Our contribution aims to describe how Flanders, the northern and Dutch-speaking region of Belgium, struggles with (re)allocating development rights in flood-prone areas, highlighting that regular and innovative policy instruments significantly shape the behavioural responses of different actors in flood plains. In the next section, we briefly describe flood risks in Flanders and some core characteristics of land use policy in Flanders. We introduce the idea of designating “signal areas” as a means to give policy priority to these areas where the planned land use conflicts with the potentially high flood risk damage. We discuss that changing development rights via (government-initiated) spatial implementation plans does not seem to be a very effective and time-efficient solution. This explains why the Flemish government decided to develop complementary and alternative instruments: trading development rights and mandatory land readjustment. We state that these innovative approaches are not (yet) a true alternative for a central government-led approach as the necessary incentives to trade development rights or pool land are structurally lacking.
Flood Risks and Land Use Policy in Flanders
The Risk of Floods in Flanders
Flood risk control poses an important challenge in Flanders, the low-lying part of Belgium. Geographically, it consists in a coastal basin plain in the north-west and a central plain, crossed by the river basin of the river Scheldt, the Yzer and the Meuse and their tributaries. With an average density of about 485 inhabitants per km2, the region has a high level of urbanization. Moreover, as the historical urbanisation mainly took place along the rivers, the river valleys tend to be the most populated areas, making them especially vulnerable to flood risks.
According to the OFDA/CRED international disaster database, the frequency of problematic floods has been increasing over the last years in Belgium (see www.emdat.be). River flooding occurs due to a combination of heavy rainfall and long periods of rain. Also sea storms can pose risks for cities along the estuaries of the Scheldt and Yzer. According to the Flanders climate report, 7.5% of the total surface is now exposed to an increased risk of flooding, affecting 220 000 inhabitants. The same report estimates the average yearly costs of flooding damage at about EUR 50 million.
Current models predict an increase of flooding in the future.
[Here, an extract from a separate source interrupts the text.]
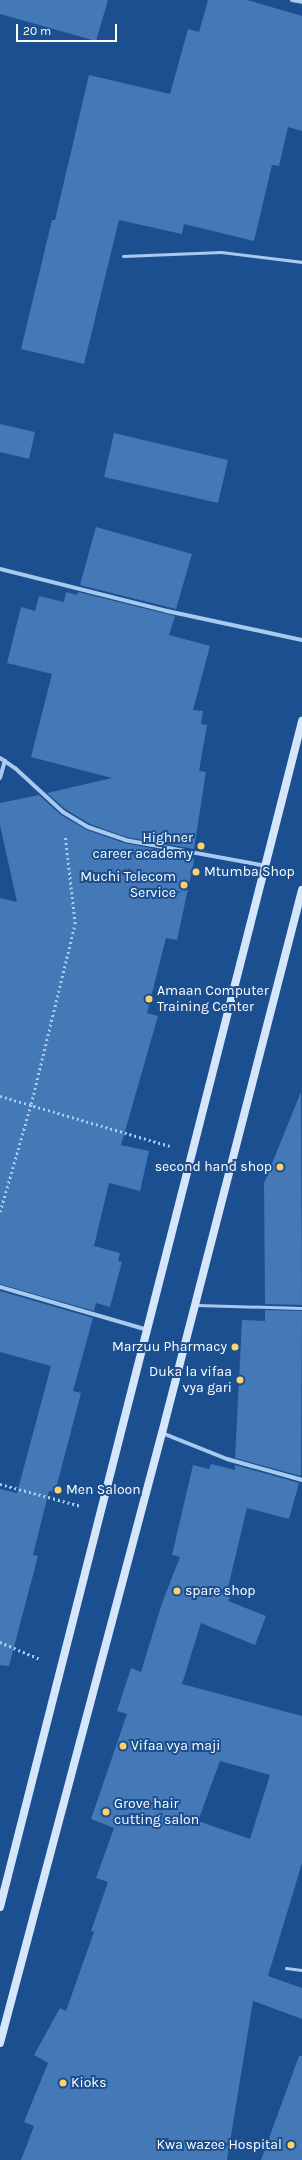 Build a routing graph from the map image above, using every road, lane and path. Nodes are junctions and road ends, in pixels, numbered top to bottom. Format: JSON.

Although the exact impact of climate change on flood risk is still unclear (Brouwers et al. 2009), it is expected that changing land use patterns and soil sealing will result in an increase in peak loads of the river system. The total of sealed soil increased from 4 to 5% in 1976 to 12.9% in 2012, whereas the total share of urbanized land now approaches one third of the total surface (Departement Omgeving 2017). According to the Flemish administration, about 6 ha per day are converted to urban use. The high levels of urban sprawl in Flanders further present a particular challenge to flood control (De Decker 2011; Verbeek et al. 2014), with ribbon development and scattered, low-density development.
Land Use Policy in Flanders
In the federal state of Belgium, the competencies on spatial planning and environment are situated at the regional level. The current planning framework in Flanders is determined by the 1962 Belgian act on spatial planning, the 1997 structure plan, the 1999 decree and the 2009 Codex on spatial planning.
The Belgian 1962 act introduced a comprehensive set of hierarchical zoning plans on different scale levels. The plans on the regional level or the gewestplannen, which were developed and approved in the 1970s and the early 1980s, have been seminal for the Belgian planning system. They provided detailed zoning prescriptions for the whole territory that are still in place today (for an example, see Fig. 9.2). Because of an overestimation of the growth during the making of the gewestplannen, but also political lobbying from local governments resulting in an excess of supply in housing areas, many areas designated for development are still left unbuilt. The Flemish government estimates that about 41 000 ha of designated land in the gewestplannen are still available for housing and mixed use developments, providing a large “juridical stock” of buildable land. A sizable share of this stock is located in water-prone areas.
The majority of this land belongs to private landowners who have development rights that are not restricted in time. Although one needs a building permit to build, in practice building permits in designated housing areas cannot just be refused without compensation. Moreover, the zoning of the gewestplannen has had a dramatic impact on land prices that fuelled land speculation. Whereas areas designated as “housing areas” have an average price of about EUR 180/m2 in Flanders (2014), the value of land zoned as agricultural land swings between EUR 4–5/m2. This financial aspect makes changing the planned land use in Flanders particularly challenging.
Flood Risks Policy (Instruments) Flood Risk Policy in Flanders
The Flemish policy on flood risk prevention is regulated by the 2003 Decree on Integrated Water Policy and the policy framework of 2005 and 2013, which assign implementation to the European Water Framework Directive of 2000. Severe floodings in 2010 and 2011 marked an increased policy attention to flood risk control but also a “window of opportunity” to implement another approach. Traditional technical flood protection policies oriented toward protection by dikes, retention basins and water pumping installations have been complemented by prevention and NBS with natural flooding areas and “natural” retention areas. This more ecological approach affects land use policy and in particular areas that are designated for housing and industry in flood risk areas.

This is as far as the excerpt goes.